Adam H. Greene (adamgreene@dwt.com) is a Partner in the Washington, DC, office of Davis Wright Tremaine LLP and cochair of its Health Information Practice Group.
On April 5, 2021, the 21st Century Cures Act Information Blocking Rule will become applicable.[1] In practice, this means that information-blocking actors—healthcare providers, health information technology (IT) developers of certified health IT (health IT developers), and health information networks and health information exchanges (HIN/HIEs)—are required to assess and revise longstanding information practices in order to appropriately free up electronic health information (EHI). While the applicability date is fast approaching, many questions remain. When will enforcement begin? What are the proactive obligations for compliance? What practices that do not fall under exceptions nevertheless qualify as “reasonable”? This article will identify some of the most vexing questions surrounding the Information Blocking Rule and offer strategies for compliance among this uncertainty.
Background
In December 2016, Congress enacted the 21st Century Cures Act (the Act).[2] Section 4004 of the Act prohibits healthcare providers, health IT developers, and HIN/HIEs (collectively, actors) from engaging in information blocking.[3] In short, the Act provides that, except as required by law or specified in a regulatory exception, an actor may not engage in a practice that is likely to interfere with, prevent, or materially discourage access, exchange, or use of EHI.

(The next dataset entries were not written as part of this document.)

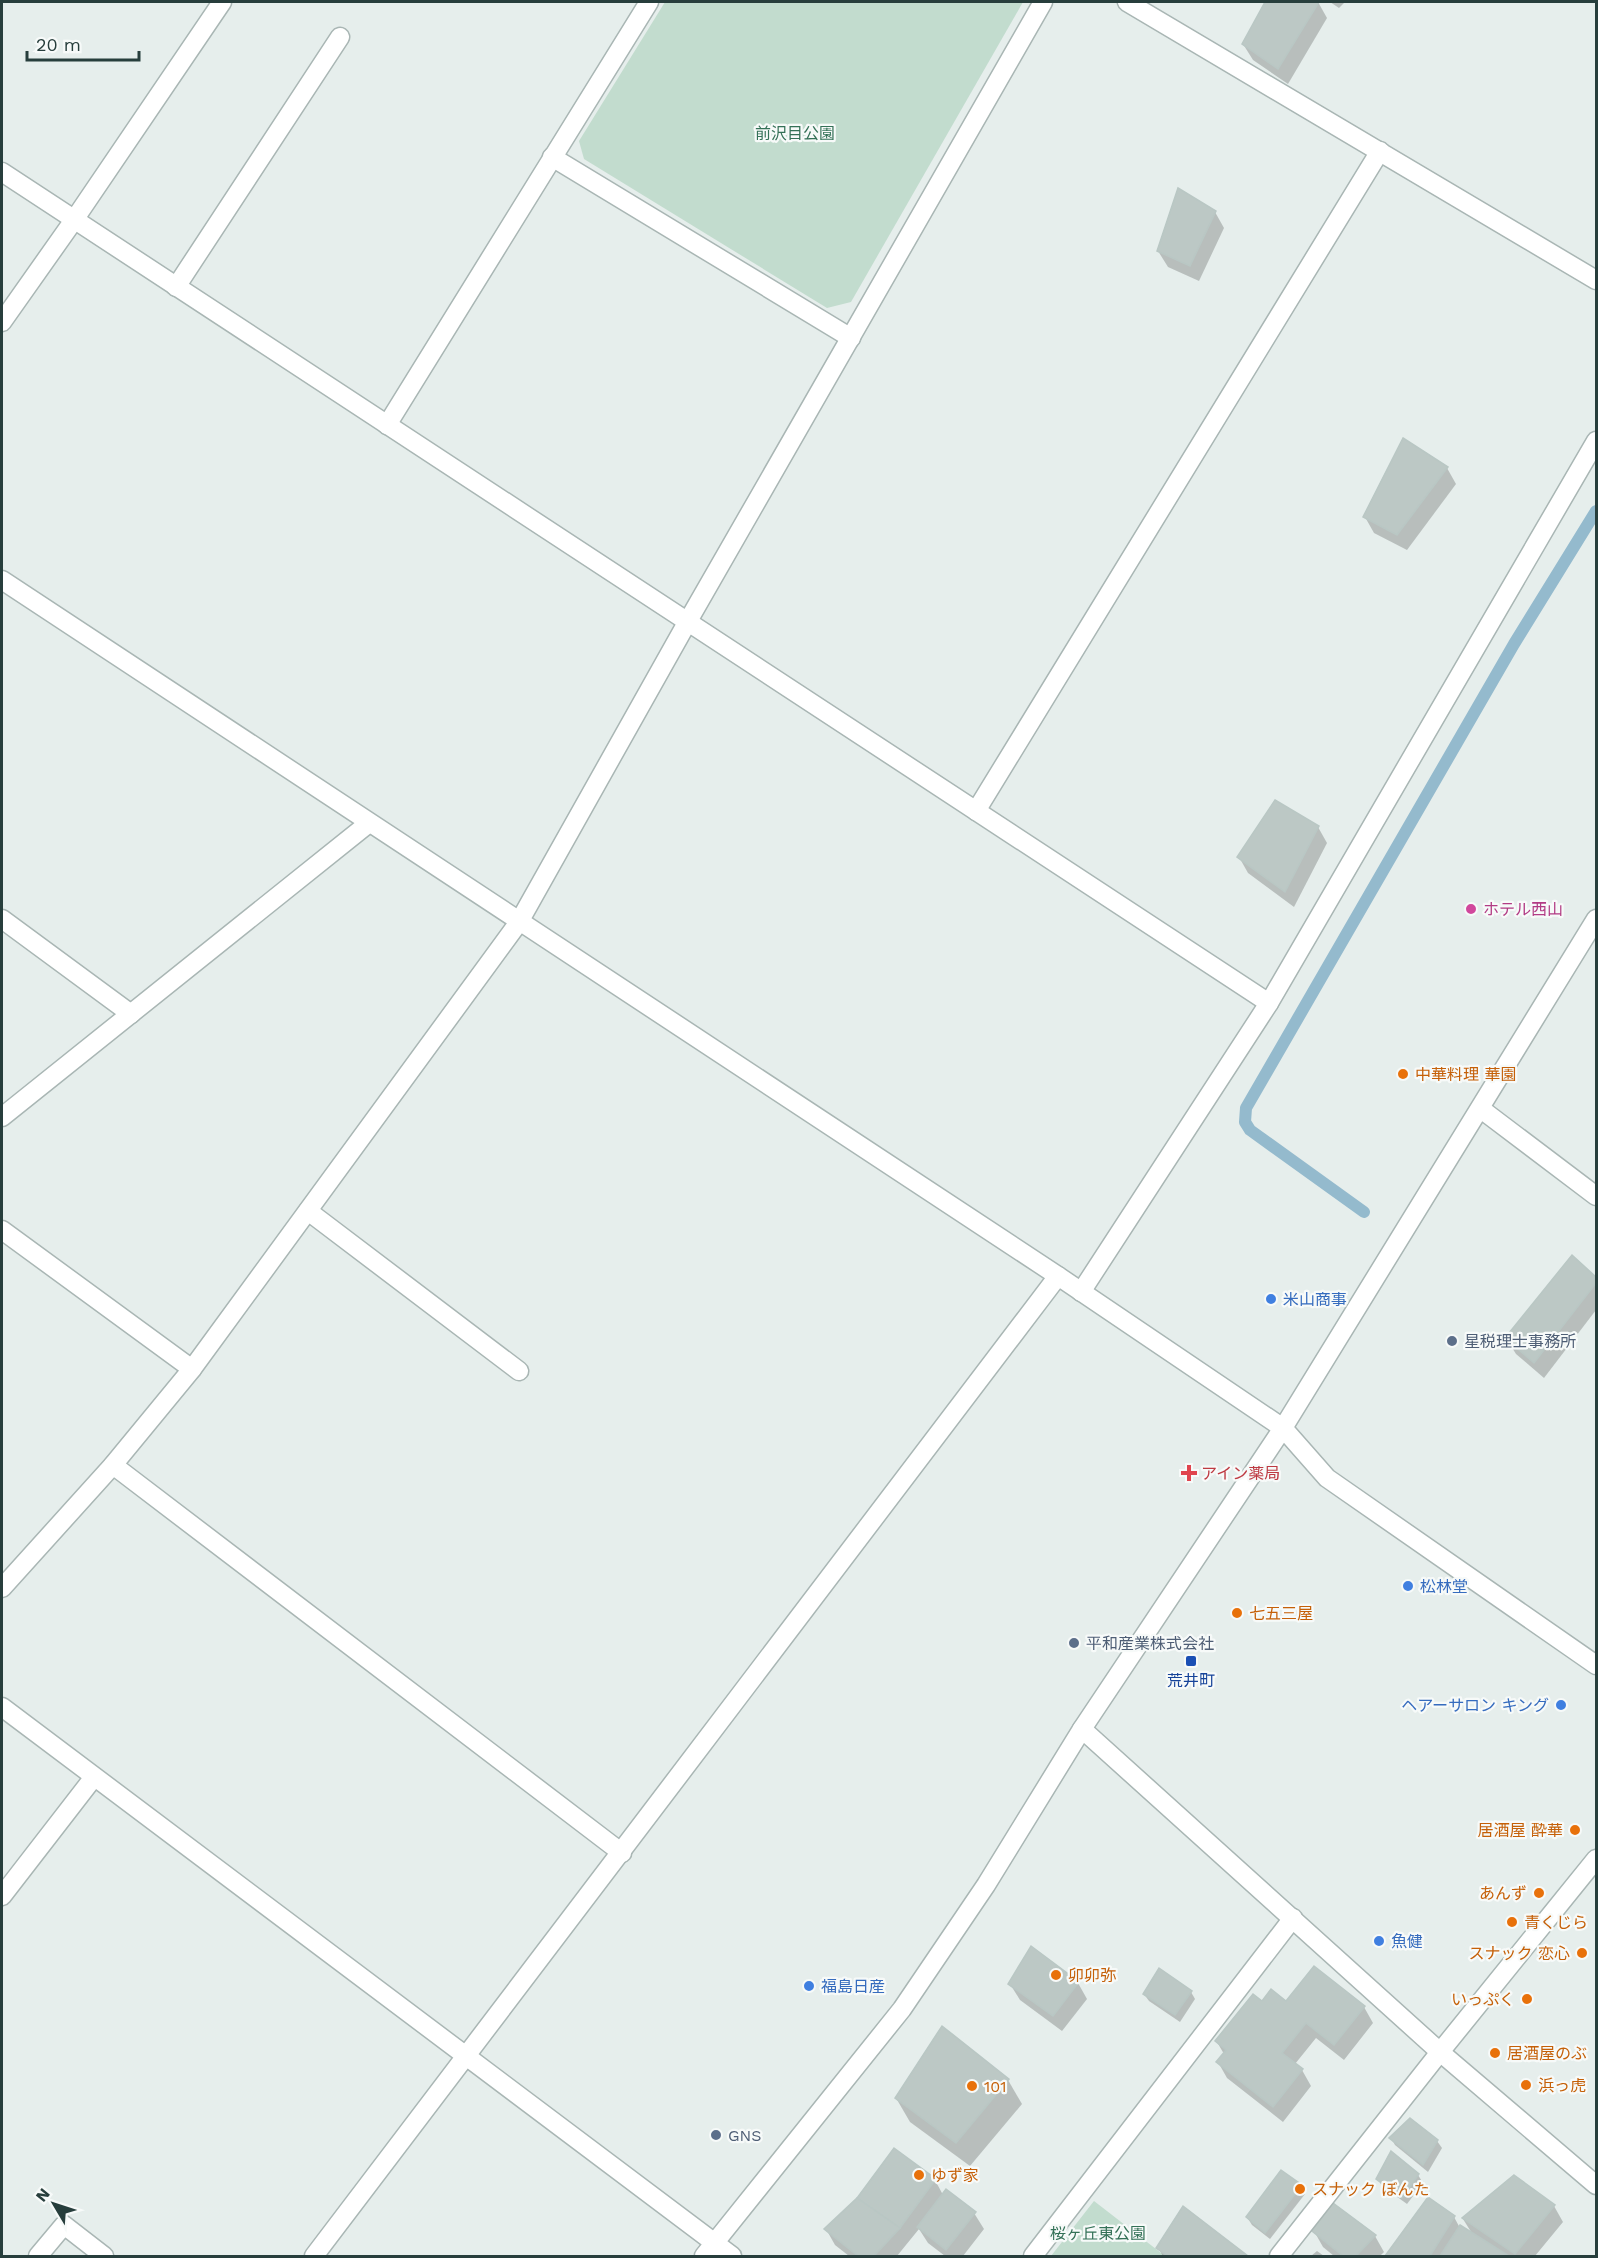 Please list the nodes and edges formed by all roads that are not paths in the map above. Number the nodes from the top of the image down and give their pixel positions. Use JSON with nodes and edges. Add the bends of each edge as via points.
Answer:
{"nodes":[{"id":1,"x":222,"y":2,"type":"edge"},
{"id":2,"x":649,"y":2,"type":"edge"},
{"id":3,"x":1043,"y":2,"type":"edge"},
{"id":4,"x":1127,"y":2,"type":"edge"},
{"id":5,"x":340,"y":37,"type":"dead end"},
{"id":6,"x":1380,"y":151,"type":"junction"},
{"id":7,"x":552,"y":157,"type":"junction"},
{"id":8,"x":2,"y":172,"type":"edge"},
{"id":9,"x":74,"y":220,"type":"junction"},
{"id":10,"x":1596,"y":280,"type":"edge"},
{"id":11,"x":176,"y":287,"type":"junction"},
{"id":12,"x":2,"y":322,"type":"edge"},
{"id":13,"x":850,"y":338,"type":"junction"},
{"id":14,"x":387,"y":425,"type":"junction"},
{"id":15,"x":1596,"y":441,"type":"edge"},
{"id":16,"x":2,"y":580,"type":"edge"},
{"id":17,"x":687,"y":621,"type":"junction"},
{"id":18,"x":976,"y":811,"type":"junction"},
{"id":19,"x":369,"y":823,"type":"junction"},
{"id":20,"x":2,"y":919,"type":"edge"},
{"id":21,"x":1596,"y":919,"type":"edge"},
{"id":22,"x":519,"y":922,"type":"junction"},
{"id":23,"x":1269,"y":1003,"type":"junction"},
{"id":24,"x":131,"y":1014,"type":"junction"},
{"id":25,"x":1481,"y":1109,"type":"junction"},
{"id":26,"x":2,"y":1117,"type":"edge"},
{"id":27,"x":1596,"y":1196,"type":"edge"},
{"id":28,"x":308,"y":1211,"type":"junction"},
{"id":29,"x":2,"y":1230,"type":"edge"},
{"id":30,"x":1058,"y":1276,"type":"junction"},
{"id":31,"x":1081,"y":1292,"type":"junction"},
{"id":32,"x":192,"y":1369,"type":"junction"},
{"id":33,"x":519,"y":1371,"type":"dead end"},
{"id":34,"x":1283,"y":1428,"type":"junction"},
{"id":35,"x":113,"y":1465,"type":"junction"},
{"id":36,"x":2,"y":1588,"type":"edge"},
{"id":37,"x":1596,"y":1665,"type":"edge"},
{"id":38,"x":2,"y":1707,"type":"edge"},
{"id":39,"x":1082,"y":1729,"type":"junction"},
{"id":40,"x":94,"y":1777,"type":"junction"},
{"id":41,"x":622,"y":1853,"type":"junction"},
{"id":42,"x":1596,"y":1859,"type":"edge"},
{"id":43,"x":2,"y":1896,"type":"edge"},
{"id":44,"x":1293,"y":1918,"type":"junction"},
{"id":45,"x":1440,"y":2052,"type":"junction"},
{"id":46,"x":467,"y":2056,"type":"junction"},
{"id":47,"x":1596,"y":2185,"type":"edge"},
{"id":48,"x":709,"y":2250,"type":"edge"},
{"id":49,"x":38,"y":2256,"type":"edge"},
{"id":50,"x":104,"y":2256,"type":"edge"},
{"id":51,"x":314,"y":2256,"type":"edge"},
{"id":52,"x":732,"y":2256,"type":"edge"},
{"id":53,"x":1033,"y":2256,"type":"edge"},
{"id":54,"x":1279,"y":2256,"type":"edge"}],
"edges":[{"from":1,"to":9,"type":"street"},
{"from":2,"to":7,"type":"street"},
{"from":3,"to":13,"type":"street"},
{"from":4,"to":6,"type":"street"},
{"from":5,"to":11,"type":"street"},
{"from":6,"to":10,"type":"street"},
{"from":6,"to":18,"type":"street"},
{"from":7,"to":13,"type":"street"},
{"from":7,"to":14,"type":"street"},
{"from":8,"to":9,"type":"street"},
{"from":9,"to":11,"type":"street"},
{"from":9,"to":12,"type":"street"},
{"from":11,"to":14,"type":"street"},
{"from":13,"to":17,"type":"street"},
{"from":14,"to":17,"type":"street"},
{"from":15,"to":23,"type":"street"},
{"from":16,"to":19,"type":"street"},
{"from":17,"to":18,"type":"street"},
{"from":17,"to":22,"type":"street"},
{"from":18,"to":23,"type":"street"},
{"from":19,"to":22,"type":"street"},
{"from":19,"to":24,"type":"street"},
{"from":20,"to":24,"type":"street"},
{"from":21,"to":25,"type":"street"},
{"from":22,"to":28,"type":"street"},
{"from":22,"to":30,"type":"street"},
{"from":23,"to":31,"type":"street"},
{"from":24,"to":26,"type":"street"},
{"from":25,"to":27,"type":"street"},
{"from":25,"to":34,"type":"street"},
{"from":28,"to":32,"type":"street"},
{"from":28,"to":33,"type":"street"},
{"from":29,"to":32,"type":"street"},
{"from":30,"to":31,"type":"street"},
{"from":30,"to":41,"type":"street"},
{"from":31,"to":34,"type":"street"},
{"from":32,"to":35,"type":"street"},
{"from":34,"to":37,"type":"street","via":[[1328,1478]]},
{"from":34,"to":39,"type":"street"},
{"from":35,"to":36,"type":"street"},
{"from":35,"to":41,"type":"street"},
{"from":38,"to":40,"type":"street"},
{"from":39,"to":44,"type":"street"},
{"from":39,"to":48,"type":"street","via":[[986,1884],[902,2009]]},
{"from":40,"to":43,"type":"street"},
{"from":40,"to":46,"type":"street"},
{"from":41,"to":46,"type":"street"},
{"from":42,"to":45,"type":"street"},
{"from":44,"to":45,"type":"street"},
{"from":44,"to":53,"type":"street"},
{"from":45,"to":47,"type":"street"},
{"from":45,"to":54,"type":"street"},
{"from":46,"to":48,"type":"street"},
{"from":46,"to":51,"type":"street"},
{"from":48,"to":52,"type":"street"},
{"from":49,"to":50,"type":"street","via":[[64,2225]]}]}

The statute includes different knowledge standards for different types of actors: a healthcare provider is only engaged in information blocking if they know the practice to be unreasonable, whereas the knowledge standard for health IT developers and HIN/HIEs does not include such a reasonableness component.[4]
The Act’s information-blocking prohibition is independent of the information-blocking prohibition in the Medicare Access and CHIP Reauthorization Act of 2015,[5] which is currently in effect through attestation requirements of the Promoting Interoperability Programs (also known as the “Meaningful Use” programs) and is limited to healthcare providers participating in those programs.[6]
The U.S. Department of Health & Human Services (HHS), through its Office of the National Coordinator for Health Information Technology (ONC), promulgated final regulations (the Information Blocking Rule, or the Rule) implementing Section 4004 of the Act on May 1, 2020.[7] The Information Blocking Rule includes eight exceptions setting forth practices that will not qualify as information blocking (such as to prevent harm, protect the privacy or security of the information, or because of infeasibility).[8] That being said, a practice does not necessarily constitute information blocking merely because it does not fall under an exception. The Rule originally had an applicability date of November 2, 2020. In response to the challenges of the COVID-19 pandemic, the HHS delayed the applicability date until April 5, 2021.[9]
When is compliance required?
The Act provides that the HHS Office of Inspector General (OIG) may impose penalties of up to $1 million per violation on health IT developers and HIN/HIEs.[10] OIG issued a proposed enforcement rule in April 2020 but has not yet published a final rule.[11] Accordingly, we do not yet know the enforcement date for health IT developers and HIN/HIEs. While the applicability date is April 5, 2021, the OIG has indicated that it does not intend to penalize conduct that occurs prior to 60 days after publication of the OIG’s final enforcement rule, which is likely to be some time after April 5.[12]
There is even greater uncertainty with respect to enforcement and healthcare providers. The Act provides that the OIG should refer healthcare providers who commit information blocking to the “appropriate agency” for “appropriate disincentives” that fall under existing authority.[13] We do not yet know which agency will be responsible for enforcement against healthcare providers. Possibilities include, but are not limited to, the ONC, the HHS Office for Civil Rights, or the Centers for Medicare & Medicaid Services. We do not know what the “appropriate disincentives” may be that exist under existing federal authority. And we do not know the potential enforcement date for healthcare providers, as we are awaiting a notice of proposed rulemaking and then a final enforcement rule. This leaves open the question of whether healthcare providers’ conduct occurring after April 5, 2021, will be subject to future penalties, or whether conduct will not be penalized until the effective date of a future enforcement rule for healthcare providers.
Based on this, the conservative position is to seek full compliance by the applicability date of April 5, 2021. That being said, if an actor is not able to achieve full compliance by that time, the risk of liability is likely low until a final enforcement rule applicable to the actor is published. Healthcare providers that participate in the Promoting Interoperability Program, though, should continue to ensure that they are able to attest that they are not engaged in prohibited information blocking under the Medicare Access and CHIP Reauthorization Act of 2015 (which has different requirements than the Information Blocking Rule).